BEGIN RECORDS FOR THIS EXERCISE

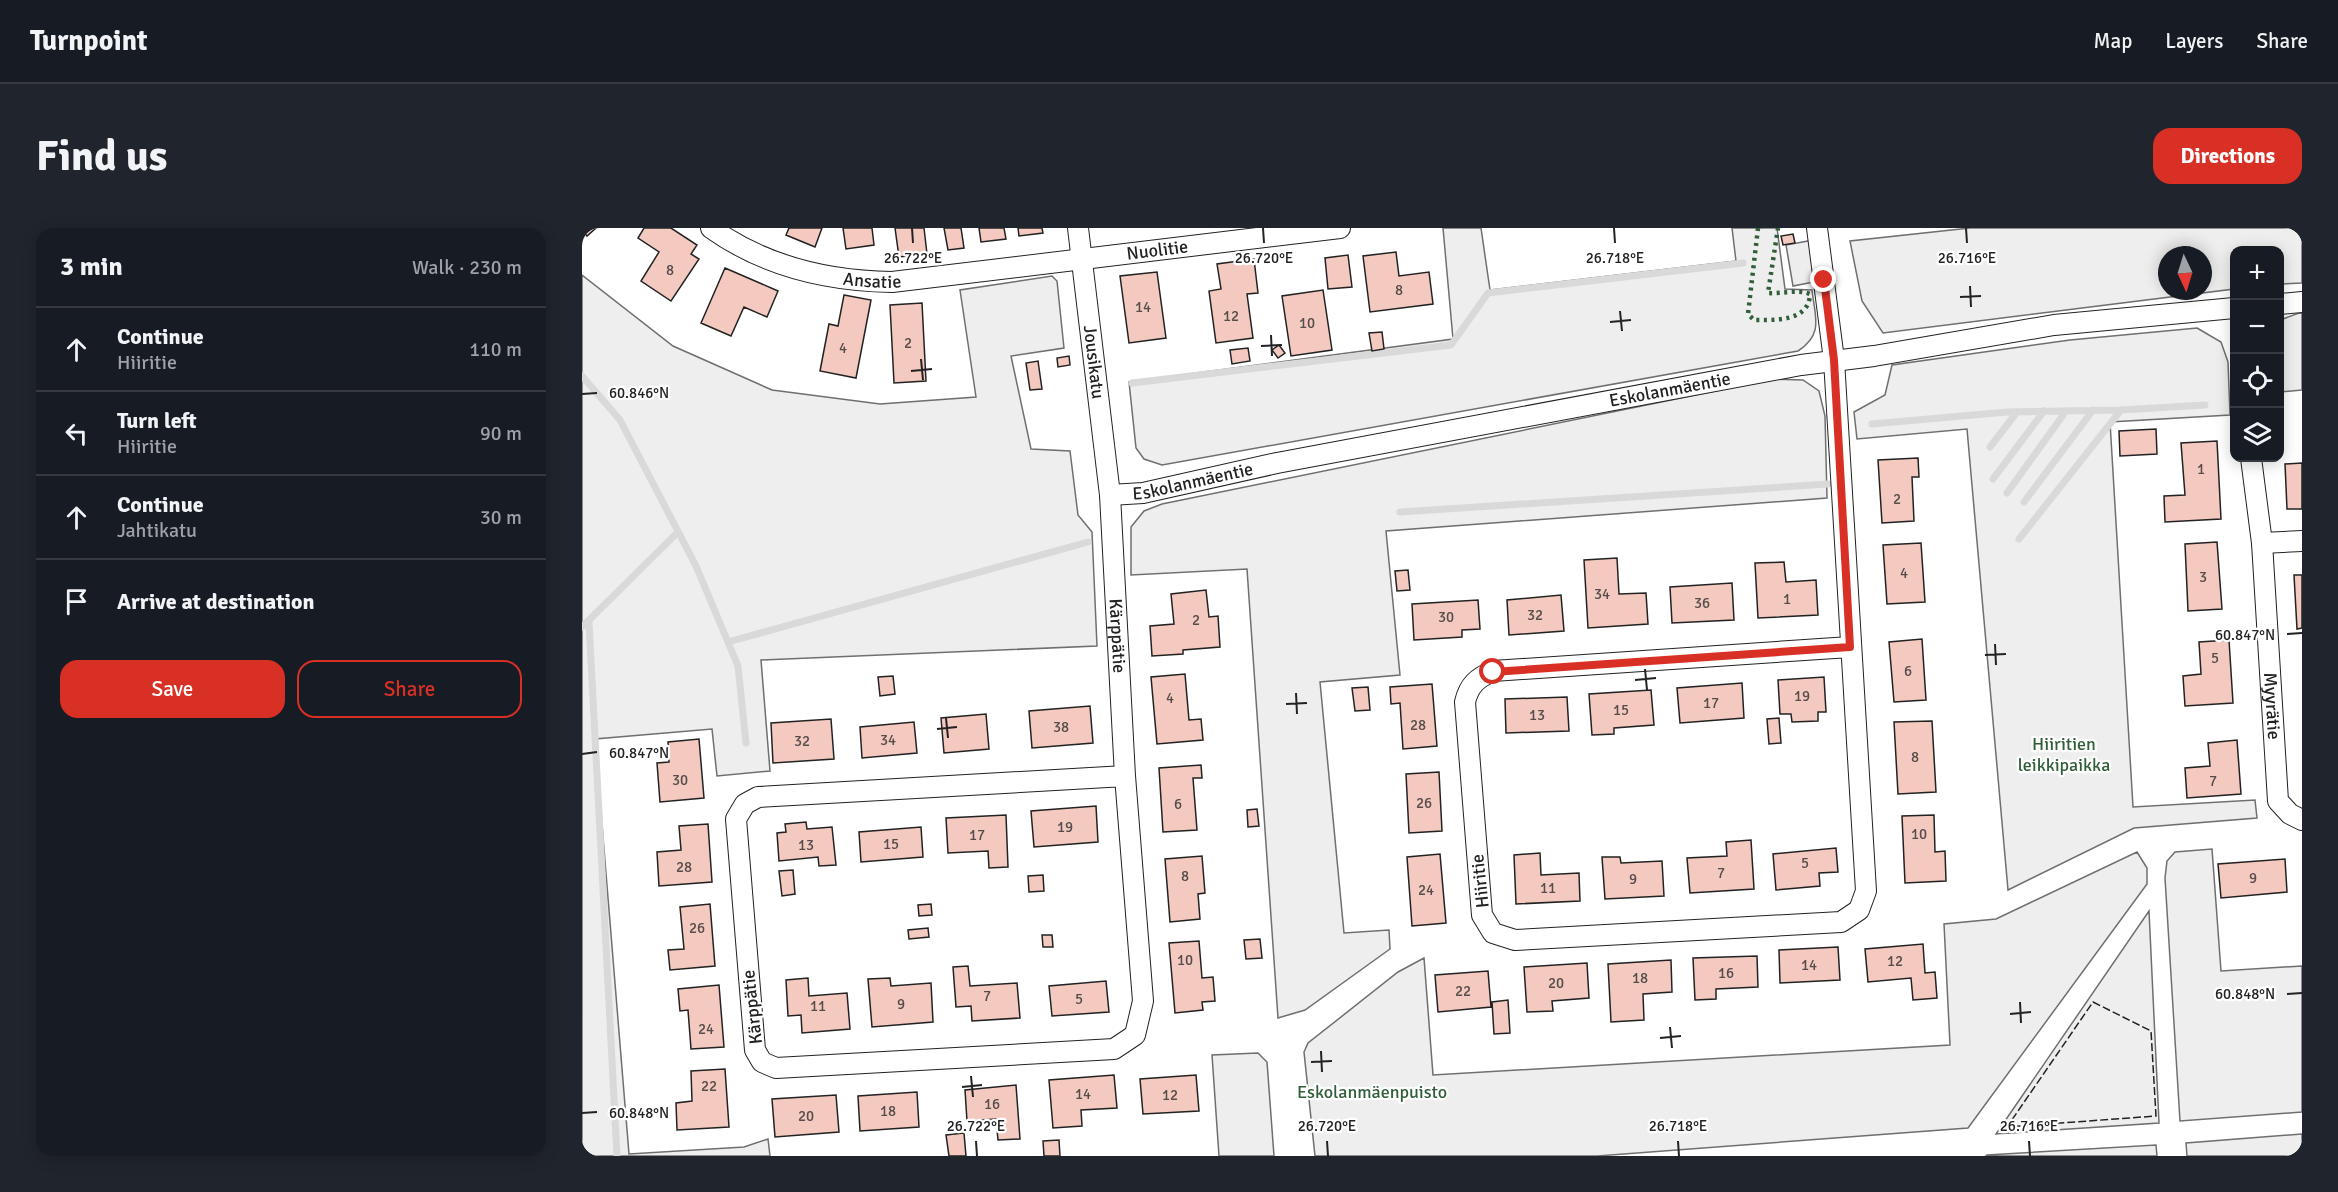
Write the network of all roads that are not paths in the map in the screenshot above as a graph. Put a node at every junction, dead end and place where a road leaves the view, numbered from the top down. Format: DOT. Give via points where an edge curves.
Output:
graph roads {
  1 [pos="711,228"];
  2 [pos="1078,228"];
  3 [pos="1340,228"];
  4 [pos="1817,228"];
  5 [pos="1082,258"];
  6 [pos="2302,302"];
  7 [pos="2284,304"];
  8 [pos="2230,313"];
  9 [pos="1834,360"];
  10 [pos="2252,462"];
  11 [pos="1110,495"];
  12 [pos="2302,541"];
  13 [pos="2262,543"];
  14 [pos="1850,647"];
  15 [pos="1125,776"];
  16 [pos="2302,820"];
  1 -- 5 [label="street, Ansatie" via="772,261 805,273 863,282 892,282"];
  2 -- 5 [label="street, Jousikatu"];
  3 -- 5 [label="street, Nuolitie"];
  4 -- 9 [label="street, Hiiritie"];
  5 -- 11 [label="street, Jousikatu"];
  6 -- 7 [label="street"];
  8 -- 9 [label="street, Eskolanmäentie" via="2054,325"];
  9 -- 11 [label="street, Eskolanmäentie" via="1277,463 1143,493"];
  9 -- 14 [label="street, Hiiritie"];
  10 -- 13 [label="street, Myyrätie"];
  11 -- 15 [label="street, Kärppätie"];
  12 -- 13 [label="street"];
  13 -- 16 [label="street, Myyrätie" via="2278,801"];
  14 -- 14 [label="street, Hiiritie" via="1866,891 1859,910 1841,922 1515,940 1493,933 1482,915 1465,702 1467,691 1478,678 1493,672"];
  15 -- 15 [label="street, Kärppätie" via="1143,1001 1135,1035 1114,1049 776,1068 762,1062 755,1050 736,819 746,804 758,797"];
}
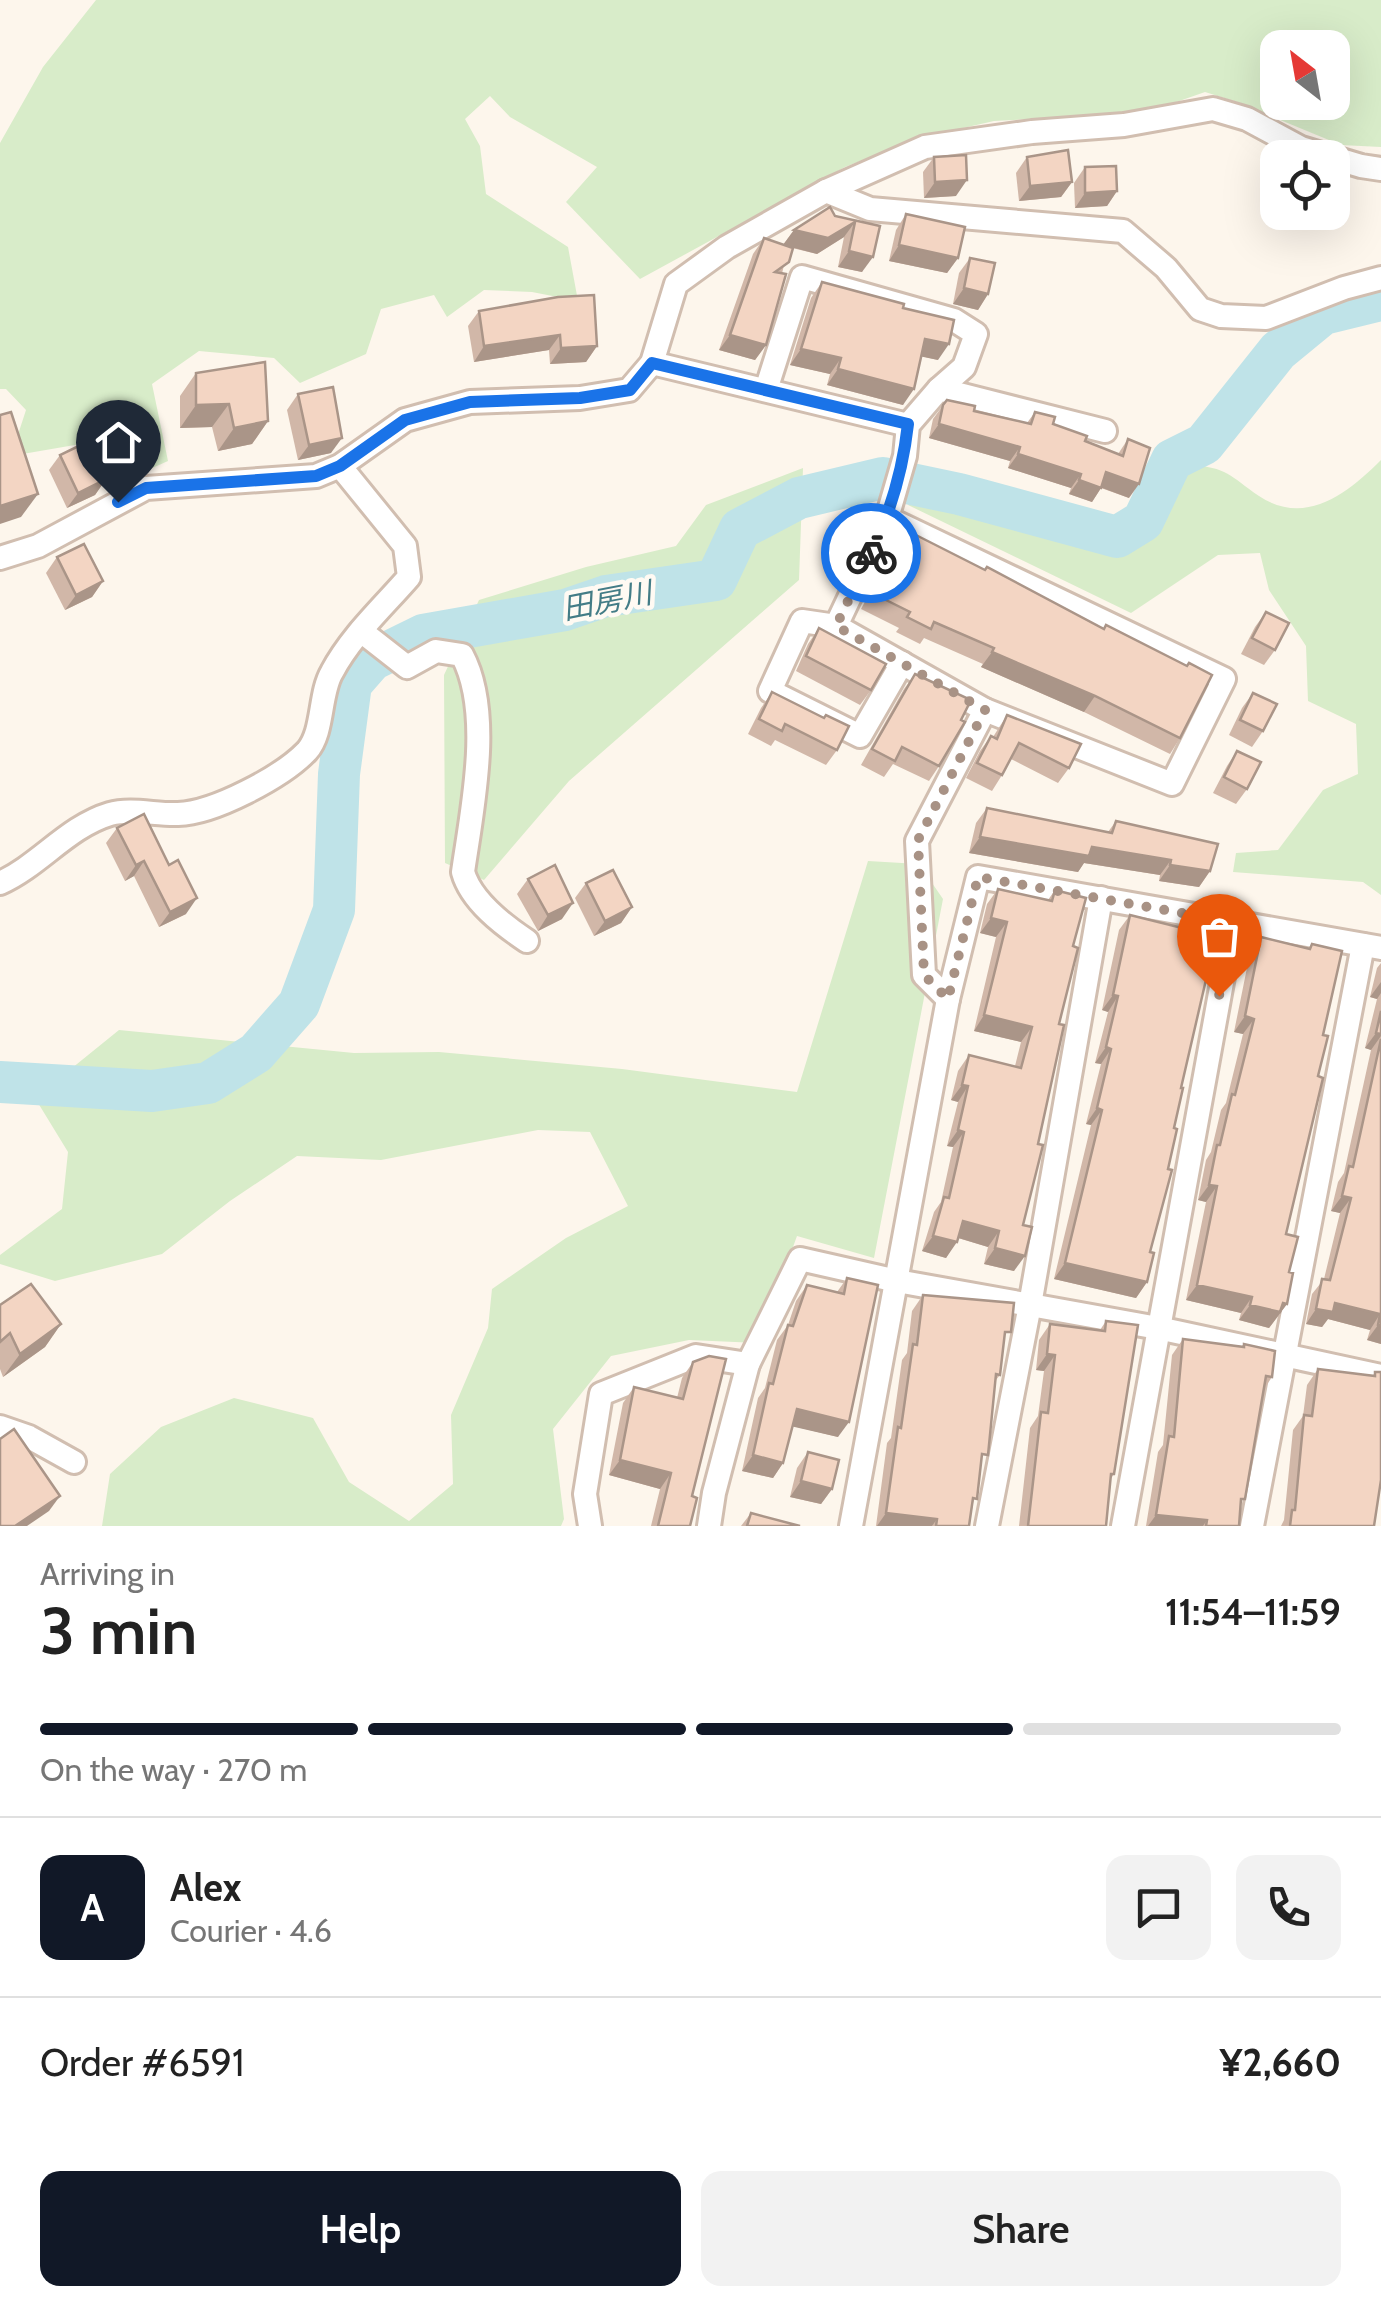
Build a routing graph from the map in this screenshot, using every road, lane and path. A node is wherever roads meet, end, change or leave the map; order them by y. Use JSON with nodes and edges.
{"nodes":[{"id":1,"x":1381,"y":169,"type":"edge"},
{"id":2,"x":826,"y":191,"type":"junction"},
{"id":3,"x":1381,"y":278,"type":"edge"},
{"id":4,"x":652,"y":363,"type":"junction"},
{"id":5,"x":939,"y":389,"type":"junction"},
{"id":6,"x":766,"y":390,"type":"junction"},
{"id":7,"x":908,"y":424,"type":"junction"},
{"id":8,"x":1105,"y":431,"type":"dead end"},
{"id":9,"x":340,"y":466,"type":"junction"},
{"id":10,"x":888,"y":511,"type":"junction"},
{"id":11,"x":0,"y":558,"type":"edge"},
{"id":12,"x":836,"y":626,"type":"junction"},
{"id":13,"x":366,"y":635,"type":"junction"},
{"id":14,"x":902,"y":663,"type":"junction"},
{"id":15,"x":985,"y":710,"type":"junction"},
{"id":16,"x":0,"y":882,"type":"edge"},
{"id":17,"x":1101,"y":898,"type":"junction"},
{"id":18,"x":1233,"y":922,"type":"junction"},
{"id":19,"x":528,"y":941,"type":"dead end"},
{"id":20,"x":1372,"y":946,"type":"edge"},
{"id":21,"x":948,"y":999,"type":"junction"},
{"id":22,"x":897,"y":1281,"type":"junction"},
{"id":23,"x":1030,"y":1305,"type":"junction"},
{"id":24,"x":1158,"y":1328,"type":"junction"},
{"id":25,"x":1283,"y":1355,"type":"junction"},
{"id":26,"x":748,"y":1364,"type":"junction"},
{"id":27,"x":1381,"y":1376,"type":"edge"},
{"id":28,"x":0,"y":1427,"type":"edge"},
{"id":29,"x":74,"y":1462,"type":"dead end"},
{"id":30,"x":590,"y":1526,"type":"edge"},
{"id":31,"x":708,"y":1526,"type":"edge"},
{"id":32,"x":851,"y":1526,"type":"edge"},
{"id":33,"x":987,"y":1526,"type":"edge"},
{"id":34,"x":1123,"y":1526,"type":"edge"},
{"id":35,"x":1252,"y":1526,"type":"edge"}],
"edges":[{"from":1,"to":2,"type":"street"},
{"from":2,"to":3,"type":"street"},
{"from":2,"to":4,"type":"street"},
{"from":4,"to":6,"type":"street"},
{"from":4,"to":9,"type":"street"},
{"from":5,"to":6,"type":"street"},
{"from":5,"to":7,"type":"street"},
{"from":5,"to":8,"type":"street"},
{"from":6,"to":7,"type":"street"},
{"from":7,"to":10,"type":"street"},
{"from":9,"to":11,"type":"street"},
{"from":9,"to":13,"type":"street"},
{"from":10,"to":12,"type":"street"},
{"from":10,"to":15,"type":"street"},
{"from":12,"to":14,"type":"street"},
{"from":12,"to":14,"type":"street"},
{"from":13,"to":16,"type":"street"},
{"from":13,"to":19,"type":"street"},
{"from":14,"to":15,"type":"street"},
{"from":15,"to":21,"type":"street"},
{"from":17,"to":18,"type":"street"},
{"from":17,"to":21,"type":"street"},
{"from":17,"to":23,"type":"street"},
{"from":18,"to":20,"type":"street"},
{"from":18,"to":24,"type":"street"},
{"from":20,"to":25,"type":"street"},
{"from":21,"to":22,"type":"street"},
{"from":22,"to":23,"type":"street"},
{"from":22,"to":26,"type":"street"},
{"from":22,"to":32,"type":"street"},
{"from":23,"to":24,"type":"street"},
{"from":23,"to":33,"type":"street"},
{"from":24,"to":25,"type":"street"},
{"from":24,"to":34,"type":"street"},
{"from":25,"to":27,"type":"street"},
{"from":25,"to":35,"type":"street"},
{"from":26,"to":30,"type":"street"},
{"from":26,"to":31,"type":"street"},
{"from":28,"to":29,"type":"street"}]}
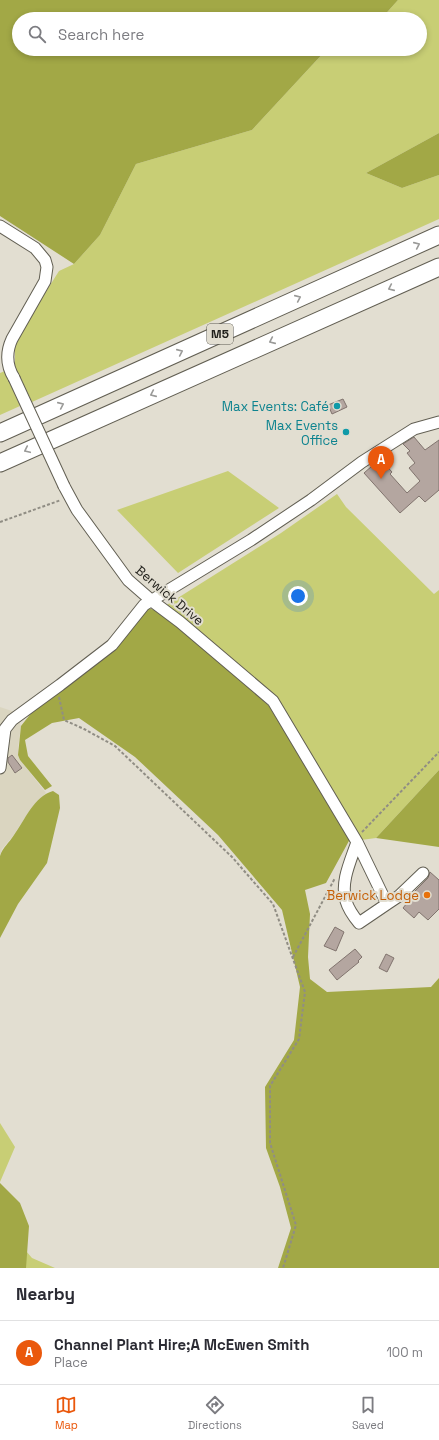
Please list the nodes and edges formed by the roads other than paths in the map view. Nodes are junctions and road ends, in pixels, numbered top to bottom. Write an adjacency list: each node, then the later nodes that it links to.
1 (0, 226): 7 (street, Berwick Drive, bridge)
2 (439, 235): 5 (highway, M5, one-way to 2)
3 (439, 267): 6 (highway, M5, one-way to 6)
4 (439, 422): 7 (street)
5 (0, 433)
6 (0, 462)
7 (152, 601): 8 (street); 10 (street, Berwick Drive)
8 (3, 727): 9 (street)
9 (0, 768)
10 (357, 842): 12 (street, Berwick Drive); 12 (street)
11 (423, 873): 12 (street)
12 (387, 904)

END RECORDS FOR THIS EXERCISE

● **ACTION ITEM**
Going through the entries above, count each line that has the word "numbered" and report only the count.

● **RESPONSE AREA**
2